Found this thread while searching for something else, and I happened to wonder as well how to patch slackware (more or less replicate the behavior of windows update in windows)...
I understand what you said TobiSGD but I have a question regarding project philosophy (if I can call it like that).
So on slack's mirrors, there are:
-slackware specific folders (...12.1, 12.2, 13.0...) for each release that are updated with their specific patches
-"-current" for the latest bleeding edge release
-and there's the last release (as of now, 14.0).
So are the slack team updating every releases with patches as well as having the last (14.0) and working on the -current in parallel?
If I update my 13.37 with the patches that are in 13.37, will I end up more or less with a hybrid between the original 13.37 & 14.0?
So are the slack team updating every releases with patches as well as having the last (14.0) and working on the -current in parallel?

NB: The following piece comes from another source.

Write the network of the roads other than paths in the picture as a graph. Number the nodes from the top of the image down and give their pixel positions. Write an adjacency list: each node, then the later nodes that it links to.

If I update my 13.37 with the patches that are in 13.37, will I end up more or less with a hybrid between the original 13.37 & 14.0?
Slackware usually only get's security fixes, unless there are real show-stopper bugs. Those are usually already fixed during the testing phase for the new release, so that is rather rare.

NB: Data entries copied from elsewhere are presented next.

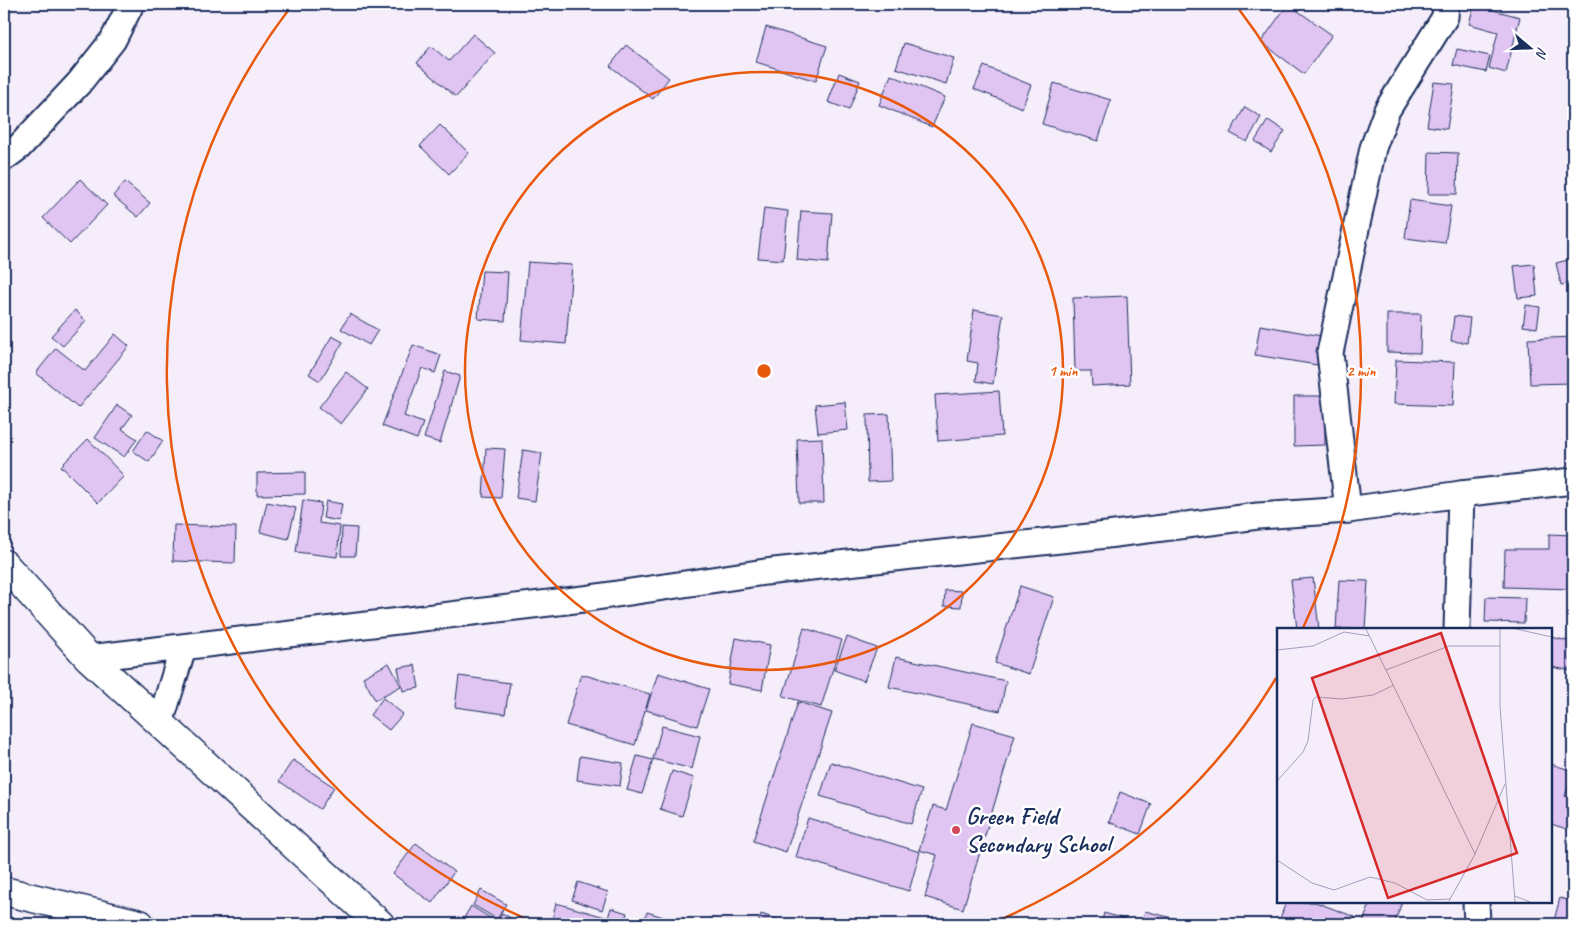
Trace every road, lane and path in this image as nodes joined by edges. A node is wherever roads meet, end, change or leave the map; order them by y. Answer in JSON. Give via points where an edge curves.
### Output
{"nodes":[{"id":1,"x":131,"y":4,"type":"edge"},
{"id":2,"x":1446,"y":4,"type":"edge"},
{"id":3,"x":4,"y":158,"type":"edge"},
{"id":4,"x":1573,"y":481,"type":"edge"},
{"id":5,"x":1461,"y":494,"type":"junction"},
{"id":6,"x":1348,"y":510,"type":"junction"},
{"id":7,"x":4,"y":564,"type":"edge"},
{"id":8,"x":1457,"y":628,"type":"edge"},
{"id":9,"x":183,"y":648,"type":"junction"},
{"id":10,"x":89,"y":658,"type":"junction"},
{"id":11,"x":160,"y":723,"type":"junction"},
{"id":12,"x":4,"y":891,"type":"edge"},
{"id":13,"x":1476,"y":903,"type":"edge"},
{"id":14,"x":140,"y":924,"type":"edge"},
{"id":15,"x":380,"y":924,"type":"edge"},
{"id":16,"x":1477,"y":924,"type":"edge"}],
"edges":[{"from":1,"to":3,"type":"street","via":[[112,40],[79,83]]},
{"from":2,"to":6,"type":"street","via":[[1445,17],[1387,110],[1373,148],[1330,354]]},
{"from":4,"to":5,"type":"street"},
{"from":5,"to":6,"type":"street"},
{"from":5,"to":8,"type":"street"},
{"from":6,"to":9,"type":"street","via":[[1258,516],[765,572],[582,599]]},
{"from":7,"to":10,"type":"street"},
{"from":9,"to":10,"type":"street"},
{"from":9,"to":11,"type":"street"},
{"from":10,"to":11,"type":"street"},
{"from":11,"to":15,"type":"street"},
{"from":12,"to":14,"type":"street"},
{"from":13,"to":16,"type":"street"}]}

Since newer versions of software are only installed when they are security releases (which is for example the case with Firefox) you will not end up with a mixed release, 13.37 will stay 13.37.
Well, I use slackroll to manage slackware updates...

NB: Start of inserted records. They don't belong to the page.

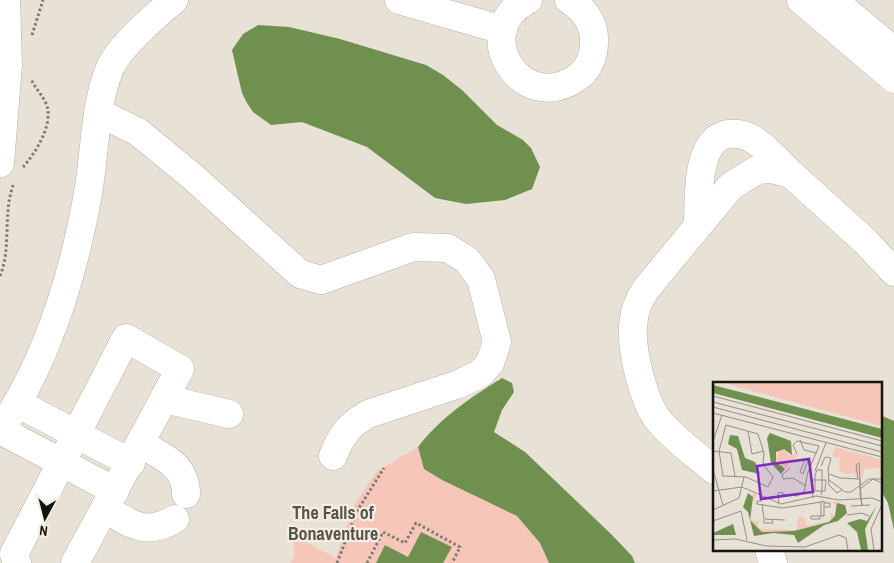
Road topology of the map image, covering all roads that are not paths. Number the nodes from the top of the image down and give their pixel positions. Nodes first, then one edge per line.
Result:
1 (6, 0) edge
2 (174, 0) edge
3 (399, 0) edge
4 (528, 0) edge
5 (801, 0) edge
6 (577, 2) edge
7 (832, 5) edge
8 (503, 30) junction
9 (894, 51) edge
10 (894, 79) edge
11 (100, 113) junction
12 (0, 163) edge
13 (791, 174) junction
14 (698, 226) junction
15 (894, 272) edge
16 (164, 399) junction
17 (17, 403) junction
18 (229, 414) dead end
19 (0, 430) edge
20 (76, 434) junction
21 (136, 454) junction
22 (333, 456) dead end
23 (62, 463) junction
24 (713, 469) edge
25 (186, 494) dead end
26 (110, 500) junction
27 (175, 519) dead end
28 (768, 550) edge
29 (82, 560) edge
30 (18, 563) edge
31 (773, 563) edge

1 - 12 street
2 - 11 street
3 - 8 street
4 - 8 street
5 - 7 street
6 - 8 street
7 - 9 street
7 - 10 street
11 - 17 street
11 - 22 street
13 - 14 street
13 - 14 street
13 - 15 street
14 - 24 street
16 - 18 street
16 - 20 street
16 - 21 street
17 - 19 street
17 - 20 street
19 - 23 street
20 - 21 street
20 - 23 street
21 - 25 street
21 - 26 street
23 - 26 street
23 - 30 street
26 - 27 street
26 - 29 street
28 - 31 street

I did a script to check for updates and put it on a cronjob to check hourly, it can easily adapted to when there's new updates, just update everything.
I'm not the best at bash script but here it is:
Code:
#!/bin/sh
STR=`slackroll update`;
if [[ $STR != *"no new entries"* ]]
then
echo "Found Updates";
echo $STR;
`DISPLAY=:0.0 su <user> -c "notify-send Slackroll \"There is new updates\""`;
else
STR2=`slackroll list-transient`
if [[ $STR2 != *"No transient packages found"* ]]
then
echo "Found Updates";
echo $STR2;
`DISPLAY=:0.0 su <user> -c "notify-send Slackroll \"There is new updates\""`;
else
echo "No updates found";
fi
fi
You might want to exclude some packages from automatic upgrade. The kernel for instance, maybe X and drivers.
Having your kernel over written might result in some suprises
Just a simple rc.local approach for single user desktop machines, which are used interactively:
Code:
if slackpkg check-updates | grep "ChangeLog"
then
slackpkg update
slackpkg upgrade-all
fi
In case of available updates, it displays a list with packages to be upgraded on the console and waits for confirmation, otherwise it just boots to login as usual.
Just a simple rc.local approach for single user desktop machines, which are used interactively:
Code:
if slackpkg check-updates | grep "ChangeLog"
then
slackpkg update
slackpkg upgrade-all
fi
In case of available updates, it displays a list with packages to be upgraded on the console and waits for confirmation, otherwise it just boots to login as usual.
Has anyone tested this method on a dummy machine or a VM?? I dont want to cook my desktop running fine now. Basically if I understand well, adding this to rc.local would look for updates at boot time and offer to upgrade or not. If chosen to upgrade, it would, if not it would continue to boot info the user env (KDE, console, etc..) as normal.
Where does it gets the upgraded packages? Do you need to specify a folder where all new packages are stored?